SPO did not start off as strengthening in participatory organization. Its original role was limited and temporary:to function as a Small Project Office for the Social Sector Funds (SSF) Project of the Canadian International Development Agency (CIDA).
But in the eight years that follow the small project office acquired a life and niche of its own. But by end of this period it has transformed into an independent organization working for a different and deeper mandate than the one with which it had begun.
This chapter becomes SPO's eight years growth to maturity and transformation from a small, project support office to a prominent contributor to participatory development in Pakistan.

== Aims and objectives ==

It is estimated that some 1,500,000 people have benefited directly through SPO's training programme and projects and another one million indirectly.

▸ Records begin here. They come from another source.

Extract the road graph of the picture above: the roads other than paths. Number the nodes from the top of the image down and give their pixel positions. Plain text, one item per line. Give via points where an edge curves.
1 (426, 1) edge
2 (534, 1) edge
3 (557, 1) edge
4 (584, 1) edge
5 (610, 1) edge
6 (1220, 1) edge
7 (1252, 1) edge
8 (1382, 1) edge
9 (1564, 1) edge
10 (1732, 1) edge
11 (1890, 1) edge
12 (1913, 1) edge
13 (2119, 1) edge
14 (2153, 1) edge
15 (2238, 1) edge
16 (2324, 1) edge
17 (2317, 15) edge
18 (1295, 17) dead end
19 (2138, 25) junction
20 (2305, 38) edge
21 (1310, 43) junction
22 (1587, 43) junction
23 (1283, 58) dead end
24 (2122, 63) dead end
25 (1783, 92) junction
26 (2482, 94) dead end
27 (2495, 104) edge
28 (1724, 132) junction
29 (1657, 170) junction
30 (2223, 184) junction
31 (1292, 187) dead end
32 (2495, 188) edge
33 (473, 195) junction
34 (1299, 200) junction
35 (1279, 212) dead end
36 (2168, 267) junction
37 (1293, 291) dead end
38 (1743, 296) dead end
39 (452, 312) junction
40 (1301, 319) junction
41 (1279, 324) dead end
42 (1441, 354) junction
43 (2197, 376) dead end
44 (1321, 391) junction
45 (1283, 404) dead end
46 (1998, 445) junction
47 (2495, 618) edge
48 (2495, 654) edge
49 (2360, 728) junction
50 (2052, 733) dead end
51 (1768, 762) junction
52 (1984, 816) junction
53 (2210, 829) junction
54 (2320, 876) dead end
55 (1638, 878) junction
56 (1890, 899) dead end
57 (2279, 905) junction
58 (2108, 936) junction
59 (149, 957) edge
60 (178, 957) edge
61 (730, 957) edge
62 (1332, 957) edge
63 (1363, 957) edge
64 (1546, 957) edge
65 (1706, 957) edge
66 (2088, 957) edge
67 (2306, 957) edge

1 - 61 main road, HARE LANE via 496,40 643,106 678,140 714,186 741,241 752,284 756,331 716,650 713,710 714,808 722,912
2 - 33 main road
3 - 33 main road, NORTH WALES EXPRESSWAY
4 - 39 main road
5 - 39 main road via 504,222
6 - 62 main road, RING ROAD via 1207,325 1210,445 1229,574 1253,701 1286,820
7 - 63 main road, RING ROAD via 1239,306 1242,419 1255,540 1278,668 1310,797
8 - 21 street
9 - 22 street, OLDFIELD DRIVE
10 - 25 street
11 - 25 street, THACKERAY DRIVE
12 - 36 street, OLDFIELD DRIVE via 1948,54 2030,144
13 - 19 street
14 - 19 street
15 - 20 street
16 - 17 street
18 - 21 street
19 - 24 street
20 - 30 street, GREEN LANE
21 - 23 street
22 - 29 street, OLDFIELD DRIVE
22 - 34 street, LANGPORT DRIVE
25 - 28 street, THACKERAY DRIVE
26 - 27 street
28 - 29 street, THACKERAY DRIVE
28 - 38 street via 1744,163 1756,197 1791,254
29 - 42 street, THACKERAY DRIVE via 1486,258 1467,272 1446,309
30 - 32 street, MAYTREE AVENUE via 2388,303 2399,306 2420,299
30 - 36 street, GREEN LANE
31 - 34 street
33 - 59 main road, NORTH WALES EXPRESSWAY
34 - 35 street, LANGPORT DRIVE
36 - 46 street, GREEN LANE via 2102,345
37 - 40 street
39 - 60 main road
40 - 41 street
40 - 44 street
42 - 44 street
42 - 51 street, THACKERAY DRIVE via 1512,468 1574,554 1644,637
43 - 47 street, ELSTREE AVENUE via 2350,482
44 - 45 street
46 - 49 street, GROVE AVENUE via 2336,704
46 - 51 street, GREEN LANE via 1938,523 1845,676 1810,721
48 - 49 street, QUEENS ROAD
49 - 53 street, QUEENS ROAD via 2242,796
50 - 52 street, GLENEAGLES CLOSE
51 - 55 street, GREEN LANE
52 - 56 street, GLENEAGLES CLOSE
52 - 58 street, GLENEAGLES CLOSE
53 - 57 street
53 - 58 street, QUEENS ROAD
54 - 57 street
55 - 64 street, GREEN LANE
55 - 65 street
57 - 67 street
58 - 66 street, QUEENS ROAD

A few achievements of SPO's programme are listed below:

=== Empowering women ===
Increased number of women organisations have been strengthened, providing a platform to women to play an active role in integrating their own concerns in the overall planning process. The confidence of women has increased and their involvement in decision-making ensured. Women have been especially sensitised for good governance and provided political education so that they can play a role in the local government. Choti funding has also spurred economic activities that benefit female community members.

=== Promoting development ===
SPO's partner organisations demonstrated maturity in planning and undertaking development activities—over 300 CBOs and WOs designed development projects that addressed key needs of their communities. They were able to secure funds for these projects from SPO as well as other donors such as Trust for Voluntary Organisations (TVO), The Canada Fund and other bilateral donors. At least 30 percent of the beneficiaries of these projects hailed from the poorest segments of the target communities and no less than 30 percent were women. The POs also involved a large number of the intended beneficiaries in project needs, assessment, design and management. Environmental safeguards were built in.

=== Changing attitudes ===
Through SPO's interventions, an attitudinal change in society was observed where people demand that their basic needs are fulfilled and seen as their rights, rather than taking the fulfilment of such needs as a privilege. In order to strengthen advocacy for change, civil society organisations were linked with regional and sectoral networks to play a leading role in representing grass root communities. This further increased the participation of communities in decision-making.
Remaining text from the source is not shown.